Jeudis des Fiscalistes - Bilel Hakkar - Comment concilier procédure de taxation d’office et garantie du recours hiérarchique ?
C’est à cette question, pour partie inédite, que le Conseil d’Etat apporte une réponse dans un avis du 13 octobre 2021, 9e-10e ch. n° 453241, Sté SH78.
La question était la suivante : le contribuable qui fait l’objet d’une imposition d’office bénéficie-t-il de la garantie prévue par la Charte des contribuables vérifiés l’autorisant à s’adresser, au cours des opérations de vérification, au supérieur hiérarchique du vérificateur puis à l’interlocuteur désigné ?
Avant de dévoiler la réponse apportée par la Haute Juridiction à cette question, deux précisions nous semblent nécessaires, l’une sur la notion d’imposition d’office, l’autre sur celle de recours hiérarchique.
L’administration est autorisée dans certains cas prévus par la loi à établir d’office les impositions supplémentaires qu'elle souhaite adresser aux contribuables.
La particularité de cette procédure de taxation d’office est qu’elle permet à l’administration de déterminer d’une manière unilatérale les bases d’imposition à retenir.
Cette procédure exceptionnelle d'imposition d'office présente deux caractéristiques :
- avant l'établissement des impositions, le contribuable est informé des intentions de l'administration mais sans que cette information puisse donner ouverture à un dialogue entre les deux parties ni à l'intervention de la commission départementale de conciliation,
- après l'établissement des impositions, le contribuable peut présenter une réclamation devant la juridiction contentieuse mais à charge pour lui d'apporter la preuve du caractère exagéré de l'imposition.
On perçoit dès lors la problématique induite par la conciliation entre cette procédure, exorbitante du droit commun, et la nécessité d’accorder à tous les contribuables vérifiés des garanties de procédure sur le déroulement de celle-ci.
L’une de ces garanties consiste notamment en la possibilité de solliciter un recours hiérarchique.
La Charte des droits et obligations du contribuable vérifié ouvre en effet au contribuable la possibilité de saisir le supérieur hiérarchique du vérificateur puis l’interlocuteur départemental ou régional à deux moments distincts de la procédure d’imposition : en premier lieu, au cours de la vérification et avant l’envoi de la proposition de rectification, pour ce qui a trait aux difficultés affectant le déroulement des opérations de contrôle, et, en second lieu, après la réponse faite par l’administration fiscale aux observations du contribuable sur cette proposition, pour ce qui a trait au bien-fondé des rectifications envisagées.
Nous disions précédemment que la question posée au Conseil d’Etat était pour partie inédite car celui-ci avait déjà pu décider précédemment que seuls les contribuables faisant l’objet d’une procédure d’imposition contradictoire pouvaient bénéficier du second recours hiérarchique, à savoir celui ouvert après la réponse faite par l’administration fiscale à ses observations sur la proposition de rectification, pour ce qui a trait au bien-fondé des rectifications envisagées (CE 23-10-2002 n° 204052 : RJF 1/03 no 71, concl.

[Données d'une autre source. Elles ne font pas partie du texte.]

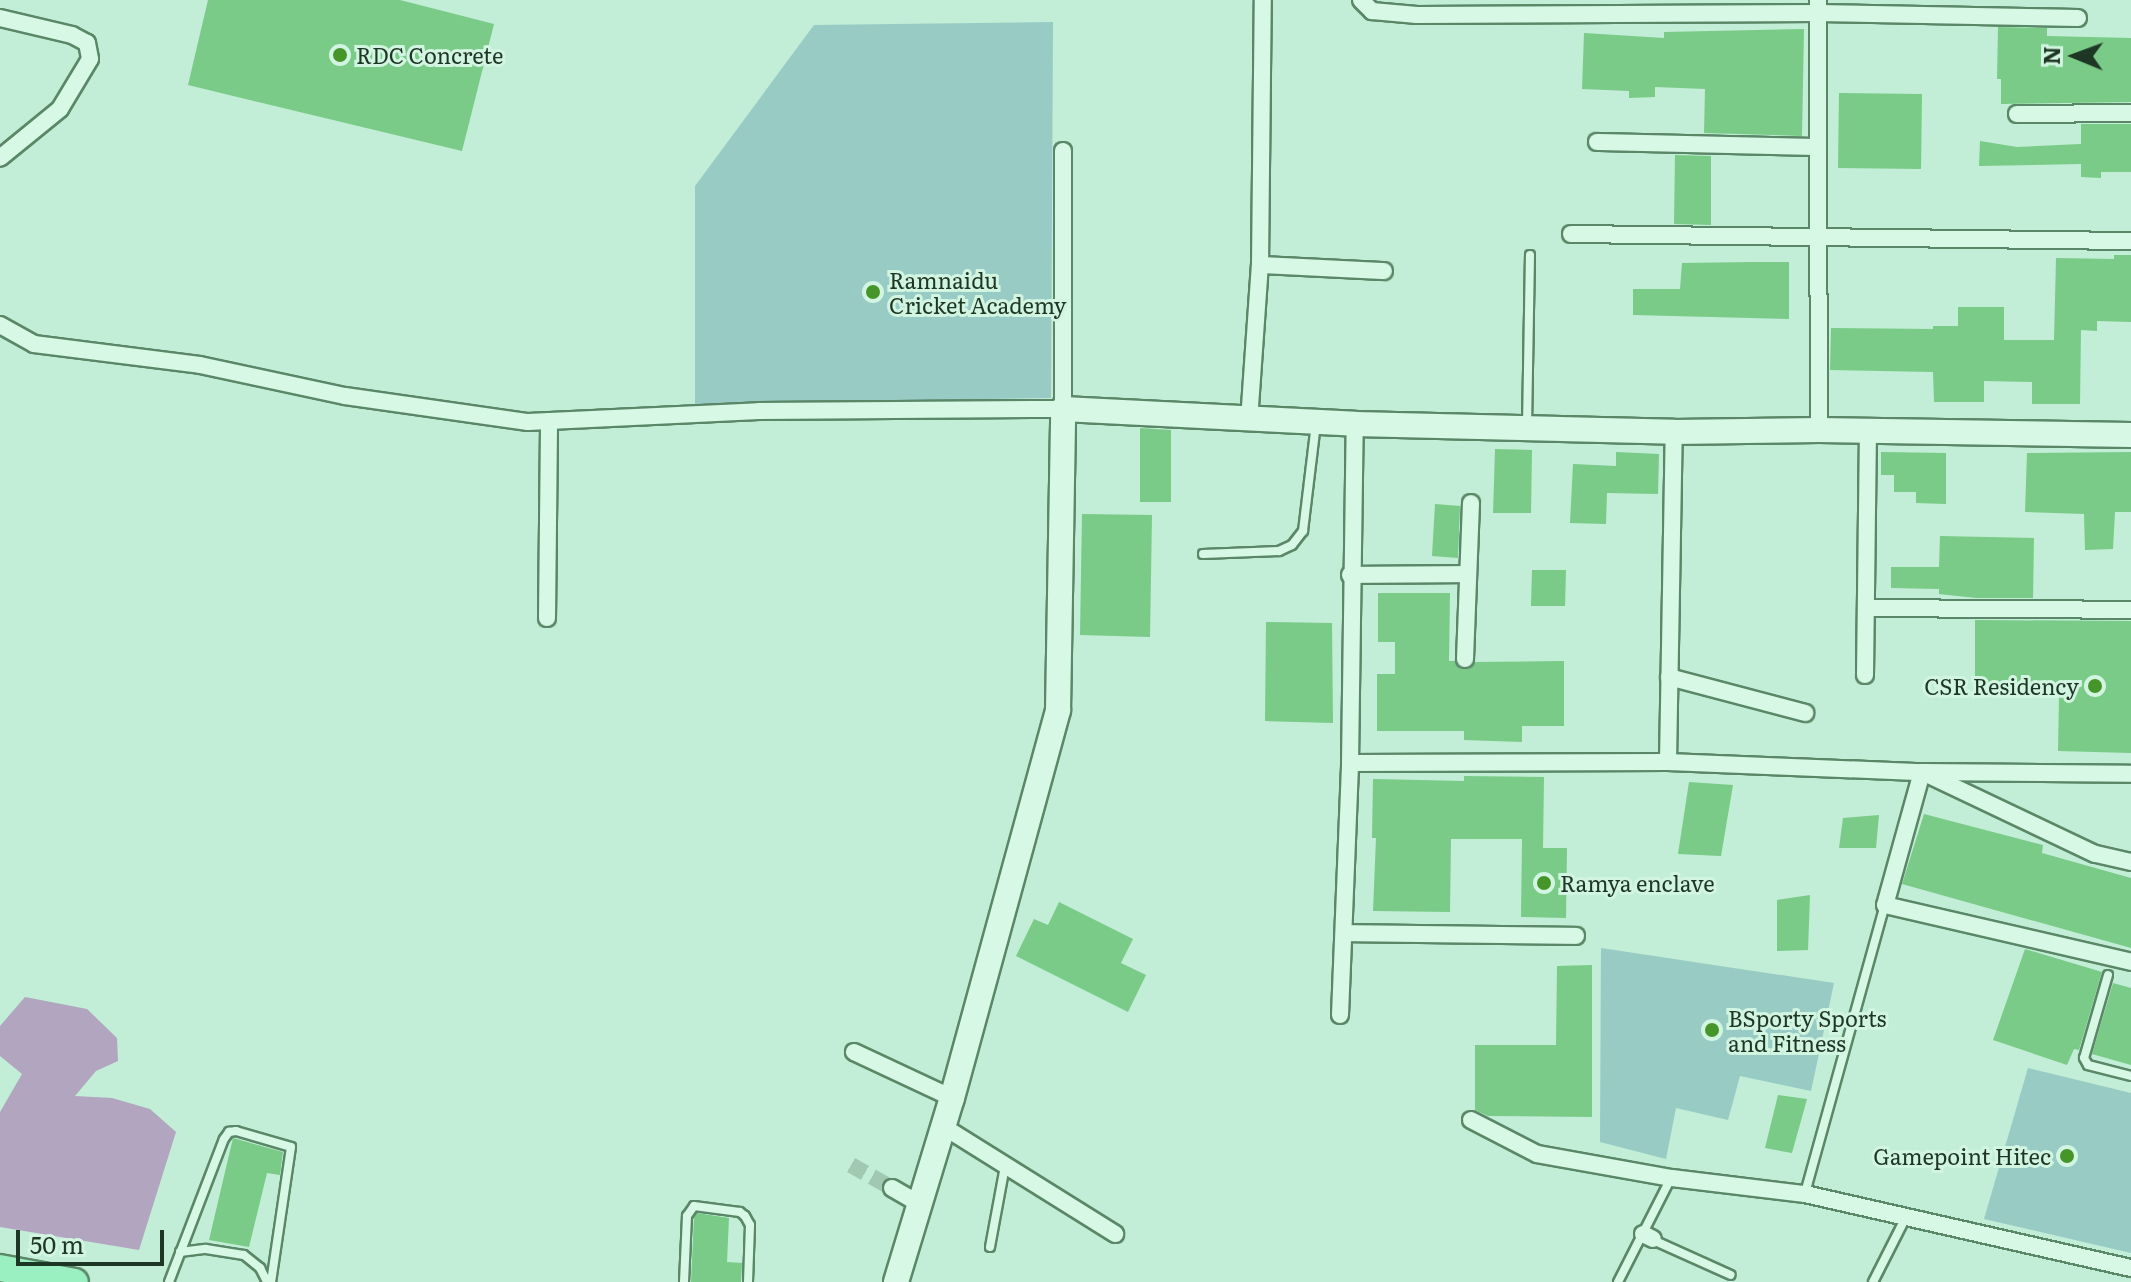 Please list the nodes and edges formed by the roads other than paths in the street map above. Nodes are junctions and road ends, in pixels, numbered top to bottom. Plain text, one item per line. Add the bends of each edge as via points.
1 (1263, 0) edge
2 (1361, 0) edge
3 (1818, 6) edge
4 (0, 18) edge
5 (2078, 18) dead end
6 (2131, 113) edge
7 (2017, 114) dead end
8 (1597, 142) dead end
9 (1818, 147) junction
10 (1063, 151) dead end
11 (0, 158) edge
12 (1571, 234) dead end
13 (1817, 239) junction
14 (2131, 241) edge
15 (1530, 255) dead end
16 (1260, 265) junction
17 (1384, 271) dead end
18 (0, 325) edge
19 (1063, 409) junction
20 (549, 421) junction
21 (1249, 421) junction
22 (1317, 423) junction
23 (1355, 424) junction
24 (1527, 427) junction
25 (1819, 430) junction
26 (1868, 431) junction
27 (1674, 432) junction
28 (2131, 435) edge
29 (1471, 503) dead end
30 (1203, 554) dead end
31 (1468, 574) junction
32 (1350, 575) junction
33 (1866, 608) junction
34 (2131, 610) edge
35 (547, 618) dead end
36 (1465, 659) dead end
37 (1865, 675) dead end
38 (1669, 677) junction
39 (1805, 713) dead end
40 (1668, 762) junction
41 (1350, 763) junction
42 (1922, 772) junction
43 (2131, 774) edge
44 (2131, 862) edge
45 (1885, 905) junction
46 (1345, 933) junction
47 (1576, 936) dead end
48 (2131, 962) edge
49 (2108, 975) dead end
50 (1340, 1015) dead end
51 (854, 1052) dead end
52 (2131, 1076) edge
53 (952, 1098) junction
54 (1471, 1120) dead end
55 (944, 1127) junction
56 (1005, 1166) junction
57 (1672, 1178) junction
58 (892, 1188) tunnel mouth
59 (1805, 1194) junction
60 (920, 1204) junction
61 (1905, 1219) junction
62 (1115, 1234) dead end
63 (1648, 1237) junction
64 (990, 1247) dead end
65 (180, 1252) junction
66 (0, 1268) edge
67 (2131, 1268) edge
68 (1731, 1275) dead end
69 (75, 1282) edge
70 (169, 1282) edge
71 (269, 1282) edge
72 (684, 1282) edge
73 (748, 1282) edge
74 (896, 1282) edge
75 (1618, 1282) edge
76 (1873, 1282) edge

1 - 16 street
2 - 3 street via 1372,11 1417,15
3 - 5 street
3 - 9 street
4 - 11 street via 72,35 87,43 90,59 60,109
6 - 7 street
8 - 9 street
9 - 13 street
10 - 19 street
12 - 13 street
13 - 14 street
13 - 25 street
15 - 24 lane
16 - 17 street
16 - 21 street
18 - 20 street via 34,344 200,365 345,396
19 - 20 street via 759,411
19 - 21 street
19 - 53 street via 1058,710
20 - 35 street
21 - 22 street
22 - 23 street
22 - 30 lane via 1303,531 1292,545 1279,551
23 - 24 street
23 - 32 street
24 - 27 street
25 - 26 street
25 - 27 street
26 - 28 street
26 - 33 street
27 - 38 street
29 - 31 street
31 - 32 street
31 - 36 street
32 - 41 street
33 - 34 street
33 - 37 street
38 - 39 street
38 - 40 street
40 - 41 street
40 - 42 street
41 - 46 street
42 - 43 street
42 - 44 street via 2095,854
42 - 45 street
45 - 48 street
45 - 59 lane
46 - 47 street
46 - 50 street
49 - 52 lane via 2084,1058 2088,1065
51 - 53 street
53 - 55 street
54 - 57 street via 1537,1154
55 - 56 street
55 - 60 street
56 - 62 street
56 - 64 lane
57 - 59 street
57 - 63 lane
58 - 60 street
59 - 61 street
60 - 74 street
61 - 67 street
61 - 76 lane
63 - 68 lane
63 - 75 lane
65 - 70 lane
65 - 71 lane via 206,1249 244,1255
65 - 71 lane via 229,1132 289,1144
66 - 69 main road
72 - 73 lane via 687,1216 694,1206 745,1216 750,1225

P. Collin Dr. fisc. 5/03 c. 61).
En revanche, le Conseil d’Etat émet ici un avis au terme duquel la possibilité de s'adresser au supérieur hiérarchique du vérificateur puis, le cas échéant, à un second interlocuteur en cas de difficultés affectant le déroulement des opérations de contrôle constitue une garantie substantielle offerte à tous les contribuables, quelle que soit la procédure d'imposition qui sera ultérieurement mise en œuvre à leur encontre.
Cette distinction s’explique notamment par le fait que cette seconde garantie, apparaissant dans le chapitre relatif à l’avis de vérification, avant les dispositions concernant le déroulement du contrôle, est présentée comme une garantie générale.
Son objet prophylactique vise précisément à remédier, en temps utile, aux difficultés qui affecteraient le déroulement des opérations de contrôle, dont le contribuable doit faire état dans sa demande de saisine du supérieur hiérarchique ou de l’interlocuteur.
Ces difficultés peuvent prendre diverses formes et notamment avoir trait à un sentiment de partialité du vérificateur, aux modalités du débat oral ou contradictoire ou encore au lieu du contrôle choisi par le vérificateur, pour reprendre les exemples cités par le rapporteur public sous cet avis.
L’ouverture de cette garantie à l’ensemble des contribuables vérifiés, quelle que soit la procédure d’imposition suivie, est évidemment à saluer, même s’il n’est pas inutile de rappeler que la position du Conseil d’Etat ici adoptée faisait déjà l’objet d’un certain consensus entre la plupart des agents de l’administration fiscale et les conseils des contribuables.